▶ PROMPT: For the word "FUENTE", find each line in the entries where it occurs and copy that line.

[Start of Attachment]

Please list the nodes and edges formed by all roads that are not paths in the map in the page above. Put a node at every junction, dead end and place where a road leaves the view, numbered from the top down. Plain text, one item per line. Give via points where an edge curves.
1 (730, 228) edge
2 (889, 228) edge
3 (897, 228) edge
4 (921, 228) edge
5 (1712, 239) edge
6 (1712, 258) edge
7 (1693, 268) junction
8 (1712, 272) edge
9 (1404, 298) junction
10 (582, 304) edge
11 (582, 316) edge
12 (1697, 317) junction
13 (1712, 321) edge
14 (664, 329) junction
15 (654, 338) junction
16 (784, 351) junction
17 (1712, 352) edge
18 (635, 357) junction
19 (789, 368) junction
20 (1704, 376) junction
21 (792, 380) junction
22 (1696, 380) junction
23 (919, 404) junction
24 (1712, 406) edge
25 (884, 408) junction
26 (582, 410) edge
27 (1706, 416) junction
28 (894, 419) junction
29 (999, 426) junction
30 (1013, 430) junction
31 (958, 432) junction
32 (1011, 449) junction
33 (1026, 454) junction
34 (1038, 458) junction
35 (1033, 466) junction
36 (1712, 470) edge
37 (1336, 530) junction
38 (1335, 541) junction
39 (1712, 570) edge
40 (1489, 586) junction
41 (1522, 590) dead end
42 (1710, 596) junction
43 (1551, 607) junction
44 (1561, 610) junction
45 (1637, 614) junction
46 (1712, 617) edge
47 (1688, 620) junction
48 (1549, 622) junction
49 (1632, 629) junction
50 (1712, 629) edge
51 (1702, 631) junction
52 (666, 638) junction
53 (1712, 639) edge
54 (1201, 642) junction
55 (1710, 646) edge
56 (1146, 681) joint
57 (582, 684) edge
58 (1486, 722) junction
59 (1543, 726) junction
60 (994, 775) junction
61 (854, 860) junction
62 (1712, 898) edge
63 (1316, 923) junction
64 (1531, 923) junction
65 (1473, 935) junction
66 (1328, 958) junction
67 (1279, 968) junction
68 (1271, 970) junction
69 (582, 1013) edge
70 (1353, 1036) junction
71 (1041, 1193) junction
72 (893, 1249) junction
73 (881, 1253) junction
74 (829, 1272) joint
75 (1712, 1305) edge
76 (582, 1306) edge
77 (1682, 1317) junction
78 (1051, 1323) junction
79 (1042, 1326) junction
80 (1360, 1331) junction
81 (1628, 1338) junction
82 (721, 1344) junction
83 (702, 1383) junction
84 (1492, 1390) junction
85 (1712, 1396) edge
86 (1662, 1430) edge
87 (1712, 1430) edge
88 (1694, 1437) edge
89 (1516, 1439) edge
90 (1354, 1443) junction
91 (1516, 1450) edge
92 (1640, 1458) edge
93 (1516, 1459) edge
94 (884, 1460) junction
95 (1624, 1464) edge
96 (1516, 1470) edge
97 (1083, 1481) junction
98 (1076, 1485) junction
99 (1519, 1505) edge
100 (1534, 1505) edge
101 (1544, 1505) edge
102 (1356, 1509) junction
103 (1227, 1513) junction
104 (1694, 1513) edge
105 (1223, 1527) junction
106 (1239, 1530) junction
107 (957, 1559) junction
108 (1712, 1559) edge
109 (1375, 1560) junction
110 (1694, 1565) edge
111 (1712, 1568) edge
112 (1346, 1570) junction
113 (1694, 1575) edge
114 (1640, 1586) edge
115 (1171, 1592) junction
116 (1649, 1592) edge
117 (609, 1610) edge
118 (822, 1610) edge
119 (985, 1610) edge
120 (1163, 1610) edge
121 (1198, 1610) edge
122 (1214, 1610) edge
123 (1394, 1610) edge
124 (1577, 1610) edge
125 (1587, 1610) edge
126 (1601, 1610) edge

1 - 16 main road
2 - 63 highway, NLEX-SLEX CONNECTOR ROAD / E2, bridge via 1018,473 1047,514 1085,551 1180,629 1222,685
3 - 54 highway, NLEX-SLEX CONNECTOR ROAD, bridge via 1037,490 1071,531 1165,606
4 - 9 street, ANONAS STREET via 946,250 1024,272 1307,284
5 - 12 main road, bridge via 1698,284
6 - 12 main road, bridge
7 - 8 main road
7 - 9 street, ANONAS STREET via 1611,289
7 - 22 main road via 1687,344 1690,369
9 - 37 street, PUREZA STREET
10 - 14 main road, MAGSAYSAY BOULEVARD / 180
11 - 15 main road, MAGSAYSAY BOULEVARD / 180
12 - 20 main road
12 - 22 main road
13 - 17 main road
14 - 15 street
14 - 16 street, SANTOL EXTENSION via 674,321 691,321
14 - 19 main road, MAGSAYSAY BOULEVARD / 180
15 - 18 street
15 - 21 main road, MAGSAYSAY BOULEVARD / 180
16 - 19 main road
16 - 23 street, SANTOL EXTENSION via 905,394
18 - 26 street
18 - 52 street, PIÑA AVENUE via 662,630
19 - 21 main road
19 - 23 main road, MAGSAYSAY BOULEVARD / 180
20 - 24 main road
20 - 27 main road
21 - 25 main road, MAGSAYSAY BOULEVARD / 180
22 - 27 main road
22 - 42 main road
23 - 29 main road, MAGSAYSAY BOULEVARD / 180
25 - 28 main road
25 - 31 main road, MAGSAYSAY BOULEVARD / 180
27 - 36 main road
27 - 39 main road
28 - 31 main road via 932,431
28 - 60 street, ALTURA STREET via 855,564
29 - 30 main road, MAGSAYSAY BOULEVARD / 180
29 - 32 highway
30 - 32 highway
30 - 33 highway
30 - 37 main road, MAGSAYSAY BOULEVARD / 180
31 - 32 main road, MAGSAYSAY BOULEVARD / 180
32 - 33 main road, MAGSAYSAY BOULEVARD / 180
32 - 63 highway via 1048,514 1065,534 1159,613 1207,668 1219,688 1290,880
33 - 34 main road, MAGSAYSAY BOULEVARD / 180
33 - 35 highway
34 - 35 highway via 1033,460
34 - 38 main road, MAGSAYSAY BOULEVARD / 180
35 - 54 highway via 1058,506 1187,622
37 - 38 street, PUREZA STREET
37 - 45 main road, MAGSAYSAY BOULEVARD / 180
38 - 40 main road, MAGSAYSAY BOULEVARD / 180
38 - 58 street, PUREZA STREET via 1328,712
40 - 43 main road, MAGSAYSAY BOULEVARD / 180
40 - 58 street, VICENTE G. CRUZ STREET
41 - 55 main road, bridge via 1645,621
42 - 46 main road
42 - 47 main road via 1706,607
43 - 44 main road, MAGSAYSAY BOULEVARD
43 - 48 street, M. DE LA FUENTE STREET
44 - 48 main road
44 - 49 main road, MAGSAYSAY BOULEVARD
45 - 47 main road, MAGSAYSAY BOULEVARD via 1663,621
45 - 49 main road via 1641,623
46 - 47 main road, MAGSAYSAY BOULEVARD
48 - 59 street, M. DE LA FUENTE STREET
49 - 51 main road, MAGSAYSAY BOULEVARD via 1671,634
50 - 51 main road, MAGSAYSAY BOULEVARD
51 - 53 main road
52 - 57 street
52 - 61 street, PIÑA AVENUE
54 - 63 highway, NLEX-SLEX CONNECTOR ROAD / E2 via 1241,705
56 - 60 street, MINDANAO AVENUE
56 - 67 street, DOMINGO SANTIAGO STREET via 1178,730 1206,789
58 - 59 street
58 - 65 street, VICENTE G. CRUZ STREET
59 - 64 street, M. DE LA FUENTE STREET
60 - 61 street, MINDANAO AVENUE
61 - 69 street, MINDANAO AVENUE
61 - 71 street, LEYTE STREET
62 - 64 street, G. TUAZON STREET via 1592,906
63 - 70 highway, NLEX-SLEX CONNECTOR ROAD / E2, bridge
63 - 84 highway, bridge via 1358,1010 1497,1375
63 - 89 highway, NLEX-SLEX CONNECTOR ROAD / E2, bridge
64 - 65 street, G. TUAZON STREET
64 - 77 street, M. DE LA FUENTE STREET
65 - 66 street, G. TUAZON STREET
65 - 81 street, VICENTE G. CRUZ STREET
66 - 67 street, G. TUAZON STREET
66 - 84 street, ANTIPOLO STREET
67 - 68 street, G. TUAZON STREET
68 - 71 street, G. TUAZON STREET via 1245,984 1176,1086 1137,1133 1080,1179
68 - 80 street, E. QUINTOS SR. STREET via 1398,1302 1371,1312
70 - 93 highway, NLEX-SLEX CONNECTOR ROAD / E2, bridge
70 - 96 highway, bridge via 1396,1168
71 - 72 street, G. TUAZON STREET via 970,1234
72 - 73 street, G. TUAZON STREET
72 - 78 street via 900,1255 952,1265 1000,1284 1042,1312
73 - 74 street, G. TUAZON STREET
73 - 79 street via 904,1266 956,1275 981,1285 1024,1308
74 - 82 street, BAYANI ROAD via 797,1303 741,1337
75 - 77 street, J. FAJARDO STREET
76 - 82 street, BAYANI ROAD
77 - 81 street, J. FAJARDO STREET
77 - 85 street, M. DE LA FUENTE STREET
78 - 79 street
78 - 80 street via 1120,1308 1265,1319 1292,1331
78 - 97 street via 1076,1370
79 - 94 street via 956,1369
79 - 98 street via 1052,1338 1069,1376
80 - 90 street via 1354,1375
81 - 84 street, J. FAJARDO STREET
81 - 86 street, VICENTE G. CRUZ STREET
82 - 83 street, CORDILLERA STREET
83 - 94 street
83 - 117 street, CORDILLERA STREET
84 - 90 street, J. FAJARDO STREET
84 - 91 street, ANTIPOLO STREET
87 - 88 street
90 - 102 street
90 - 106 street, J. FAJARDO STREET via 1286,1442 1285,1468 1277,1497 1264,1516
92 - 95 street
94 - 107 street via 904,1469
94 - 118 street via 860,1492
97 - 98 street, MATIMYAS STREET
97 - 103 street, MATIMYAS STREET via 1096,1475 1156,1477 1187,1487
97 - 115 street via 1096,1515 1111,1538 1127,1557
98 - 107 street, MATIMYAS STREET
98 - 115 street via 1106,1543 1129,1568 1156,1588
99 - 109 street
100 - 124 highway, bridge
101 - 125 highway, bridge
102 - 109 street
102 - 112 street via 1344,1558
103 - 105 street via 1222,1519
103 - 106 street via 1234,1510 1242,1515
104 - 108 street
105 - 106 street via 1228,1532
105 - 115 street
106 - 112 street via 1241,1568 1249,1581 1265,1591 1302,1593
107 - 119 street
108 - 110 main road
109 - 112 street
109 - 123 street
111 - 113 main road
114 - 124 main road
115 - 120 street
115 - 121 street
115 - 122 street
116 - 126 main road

[End of Attachment]

▶ EXERCISE OUTPUT:
43 - 48 street, M. DE LA FUENTE STREET
48 - 59 street, M. DE LA FUENTE STREET
59 - 64 street, M. DE LA FUENTE STREET
64 - 77 street, M. DE LA FUENTE STREET
77 - 85 street, M. DE LA FUENTE STREET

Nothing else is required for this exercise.